Ainslie in Brooklyn is another recommendation. Inside a formidable, former wire factory, there’s a rooftop beer garden which is the ideal place to soak up the atmosphere.
Where to catch a show
Broadway boasts the best theatres in the world, says Matthew. However he recommends venturing outside midtown to find live music.
“Independent music venues like Rockwood Music Hall on the Lower East Side are great and local spots like Wild Birds in Brooklyn is a personal favourite.”
Matthew also rates the city parks, which are among the best in the world and which you can enjoy music or just a walk for free.
The skyscrapers, skylines and sky high fees for viewing decks and rooftop bars. This is the New York you’ve been dreaming of.
Over the past 20 months a couple of new high-rise attractions have sprung up in the city’s central grid. City Climb at the Hudson Yards offers visitors the chance to climb over the edge of the 366-metre high tower – at eye level with the Empire State building. The One World Observatory at the top of the new World Trade Centre is a mirrored look out in the city’s tallest tower, with spectacular effect. Bring trousers.
Manhattan is also the centre of high culture: the Guggenheim, MoMA and the Metropolitan galleries are all here. In the American Museum of Natural History there are also some surprising Kiwi connections. Here you’ll find a tekoteko of Paikea the whale rider, originally from Tolaga Bay and the cast of a Giant Blue Whale in the entrance hall. The scene was the unlikely setting for a drop-in Covid-19 vaccination station last year.
It was once the borough you only went through to go to the airport, the sprawling South Eastern district reaches from Williamsburg Bridge down to the coast of Long Beach.
Realise that it’s home to New York’s’ thriving surf scene. Rockaway Beach, made famous by the Ramones, has a rebellious streak. Come early morning you’ll see city workers and Brooklynites putting in some waves before daybreak. Crystal clear Tasman breaks it is not. Thriving bohemian beach break it is. Go to Rockaway Bagels.
The Bronx pitches ‘hip hop heritage’ tours to music fans. Photo / James Leynse, Getty Images
The Bronx is the Northern barrier borough of New York. Past Harlem river and the end of the A Train, until recently it wasn’t a place you’d find in many guide books. Self-proclaimed birthplace of Hip-hop and it had an edgy reputation for being the ‘wrong side of the tracks’. Today you’re more likely to find ageing Gen Xers in baggy Biggie Smalls t-shirts than a genuine ‘Gangster’s Paradise’. Check out one of the many NYC approved hip-hop tours. (It won’t dent your street cred.) The Bronx is also home to the Yankee Stadium, home of New York Baseball and surprisingly good seafood on Belmont Island – the Bronx’s little Italy.

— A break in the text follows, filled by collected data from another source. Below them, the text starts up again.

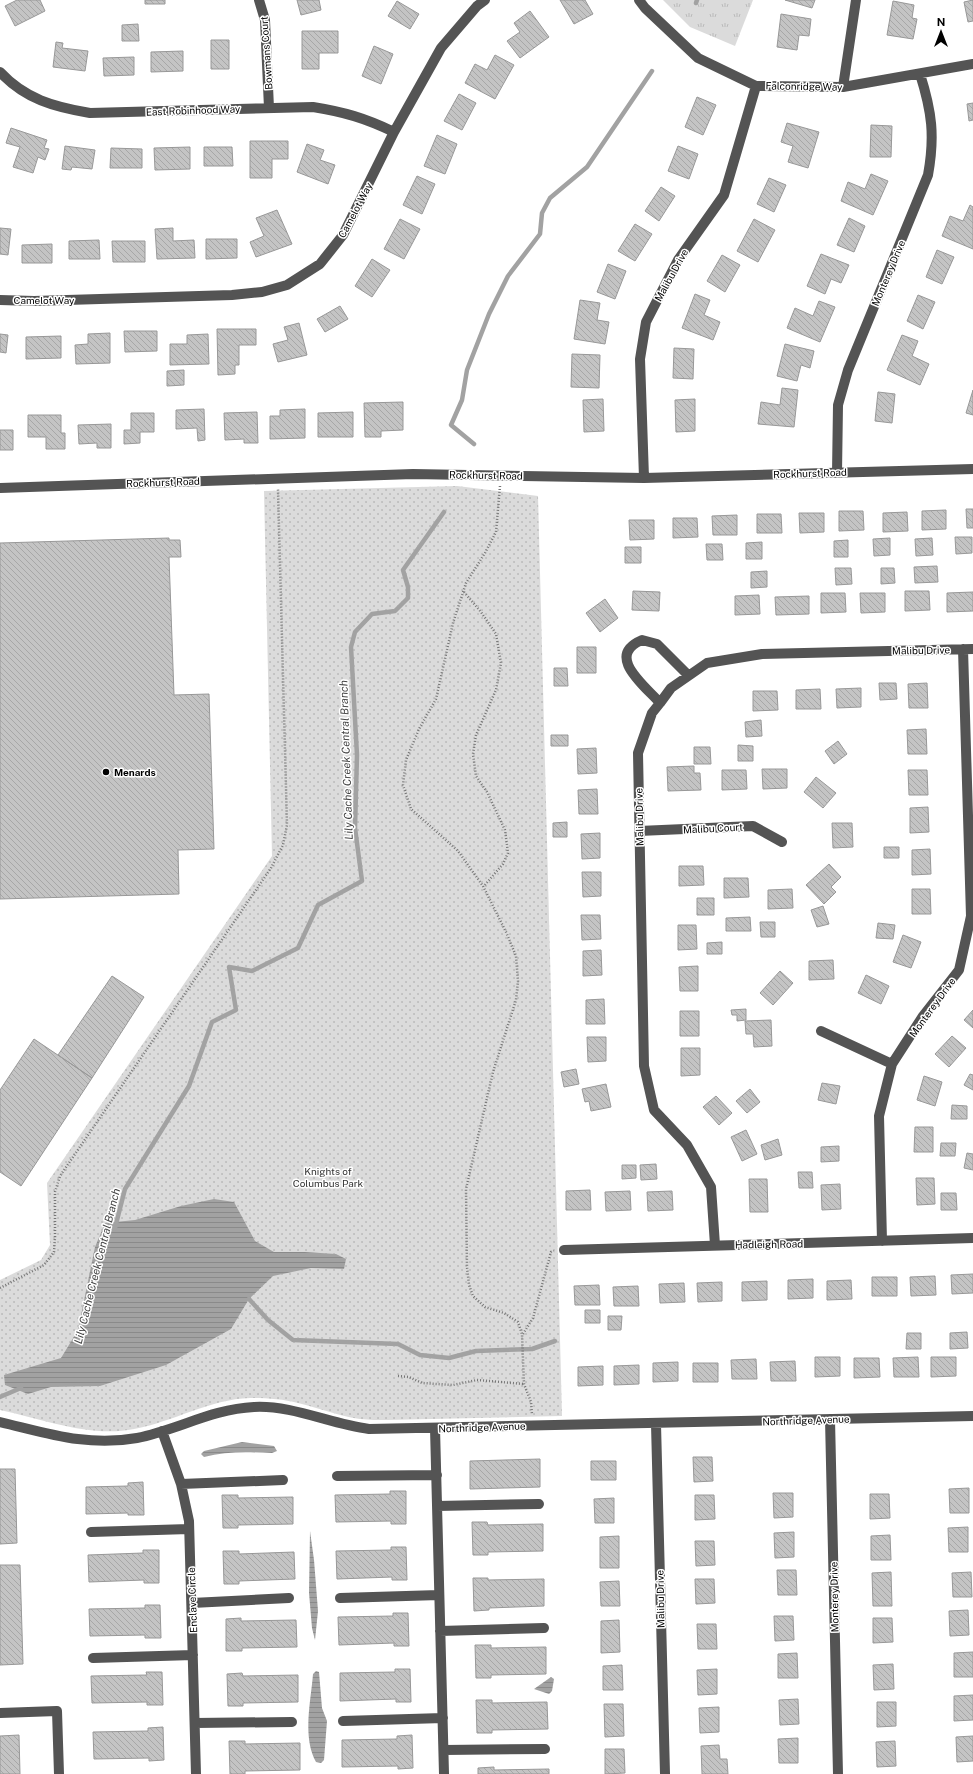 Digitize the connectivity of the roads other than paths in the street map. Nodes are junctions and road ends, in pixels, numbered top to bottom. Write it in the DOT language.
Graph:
graph roads {
  1 [pos="259,0"];
  2 [pos="639,0"];
  3 [pos="856,0"];
  4 [pos="478,2"];
  5 [pos="973,64"];
  6 [pos="0,72"];
  7 [pos="920,74"];
  8 [pos="756,86"];
  9 [pos="843,87"];
  10 [pos="269,108"];
  11 [pos="394,132"];
  12 [pos="0,300"];
  13 [pos="973,469"];
  14 [pos="837,473"];
  15 [pos="644,478"];
  16 [pos="0,488"];
  17 [pos="968,649"];
  18 [pos="688,675"];
  19 [pos="660,702"];
  20 [pos="639,831"];
  21 [pos="782,842"];
  22 [pos="821,1031"];
  23 [pos="892,1064"];
  24 [pos="973,1238"];
  25 [pos="882,1241"];
  26 [pos="715,1245"];
  27 [pos="564,1250"];
  28 [pos="973,1416"];
  29 [pos="830,1419"];
  30 [pos="0,1422"];
  31 [pos="656,1424"];
  32 [pos="436,1428"];
  33 [pos="162,1431"];
  34 [pos="436,1475"];
  35 [pos="337,1476"];
  36 [pos="283,1480"];
  37 [pos="181,1484"];
  38 [pos="539,1504"];
  39 [pos="437,1506"];
  40 [pos="189,1529"];
  41 [pos="91,1532"];
  42 [pos="439,1595"];
  43 [pos="289,1598"];
  44 [pos="340,1598"];
  45 [pos="192,1602"];
  46 [pos="544,1628"];
  47 [pos="440,1630"];
  48 [pos="193,1655"];
  49 [pos="93,1658"];
  50 [pos="0,1713"];
  51 [pos="443,1718"];
  52 [pos="344,1721"];
  53 [pos="292,1722"];
  54 [pos="195,1723"];
  55 [pos="544,1748"];
  56 [pos="444,1750"];
  57 [pos="59,1774"];
  58 [pos="196,1774"];
  59 [pos="444,1774"];
  60 [pos="665,1774"];
  61 [pos="838,1774"];
  1 -- 10 [label="street, Bowmans Court"];
  2 -- 8 [label="street, Falconridge Way"];
  3 -- 9 [label="street"];
  4 -- 11 [label="street, Camelot Way"];
  5 -- 7 [label="street, Falconridge Way"];
  6 -- 10 [label="street, East Robinhood Way"];
  7 -- 9 [label="street, Falconridge Way"];
  7 -- 14 [label="street, Monterey Drive"];
  8 -- 9 [label="street, Falconridge Way"];
  8 -- 15 [label="street, Malibu Drive"];
  10 -- 11 [label="street, East Robinhood Way"];
  11 -- 12 [label="street, Camelot Way"];
  13 -- 14 [label="street, Rockhurst Road"];
  14 -- 15 [label="street, Rockhurst Road"];
  15 -- 16 [label="street, Rockhurst Road"];
  17 -- 18 [label="street, Malibu Drive"];
  17 -- 23 [label="street, Monterey Drive"];
  18 -- 19 [label="street, Malibu Drive"];
  18 -- 19 [label="street"];
  19 -- 20 [label="street, Malibu Drive"];
  20 -- 21 [label="street, Malibu Court"];
  20 -- 26 [label="street, Malibu Drive"];
  22 -- 23 [label="street"];
  23 -- 25 [label="street, Monterey Drive"];
  24 -- 25 [label="street, Hadleigh Road"];
  25 -- 26 [label="street, Hadleigh Road"];
  26 -- 27 [label="street, Hadleigh Road"];
  28 -- 29 [label="street, Northridge Avenue"];
  29 -- 31 [label="street, Northridge Avenue"];
  29 -- 61 [label="street, Monterey Drive"];
  30 -- 33 [label="street, Northridge Avenue"];
  31 -- 32 [label="street, Northridge Avenue"];
  31 -- 60 [label="street, Malibu Drive"];
  32 -- 33 [label="street, Northridge Avenue"];
  32 -- 34 [label="street"];
  33 -- 37 [label="street, Enclave Circle"];
  34 -- 35 [label="street"];
  34 -- 39 [label="street"];
  36 -- 37 [label="street"];
  37 -- 40 [label="street, Enclave Circle"];
  38 -- 39 [label="street"];
  39 -- 42 [label="street"];
  40 -- 41 [label="street"];
  40 -- 45 [label="street, Enclave Circle"];
  42 -- 44 [label="street"];
  42 -- 47 [label="street"];
  43 -- 45 [label="street"];
  45 -- 48 [label="street, Enclave Circle"];
  46 -- 47 [label="street"];
  47 -- 51 [label="street"];
  48 -- 49 [label="street"];
  48 -- 54 [label="street, Enclave Circle"];
  50 -- 57 [label="street"];
  51 -- 52 [label="street"];
  51 -- 56 [label="street"];
  53 -- 54 [label="street"];
  54 -- 58 [label="street, Enclave Circle"];
  55 -- 56 [label="street"];
  56 -- 59 [label="street"];
}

Brown bricks, beards and Spike Lee, the once affordable, artsy village on the waterfront, it was a place that Kiwis seemed to congregate. Now well and truly gentrified you still get artsy glimpses into the bohemian side. Crossing Brooklyn Bridge on a citibike, or soaking up those epic views at DUMBO (Down under Manhattan Bridge Overpass) its got plenty of charm.
After a two-year break, Turnstile Tours is back in Brooklyn. A bespoke tour company, Turnstile offers visitors a unique behind the scenes look at the inner workings of New York City – from tours of the food markets feeding Manhattan to the metro. Tours for the curious.
New York has the ‘best city parks in the world’, says Kiwi expat Matthew Everingham. Photo / Jen Davis, NYC & Company
The commuter ferry to Staten Island has long been called the best value sightseeing boat in New York, taking you past Liberty Island to the burbs. The only question is what to do once you’ve got there?
Stretch your legs at the North Shore Waterfront Esplanade and take in the view from the 9/11 Memorial in St George. If you’re keen on seeing the sights, it’s worth biting the bullet paying for the Liberty and Ellis Island sightseeing ferry. The Port Authority’s ‘Immigration and Quarantine’ processing museum.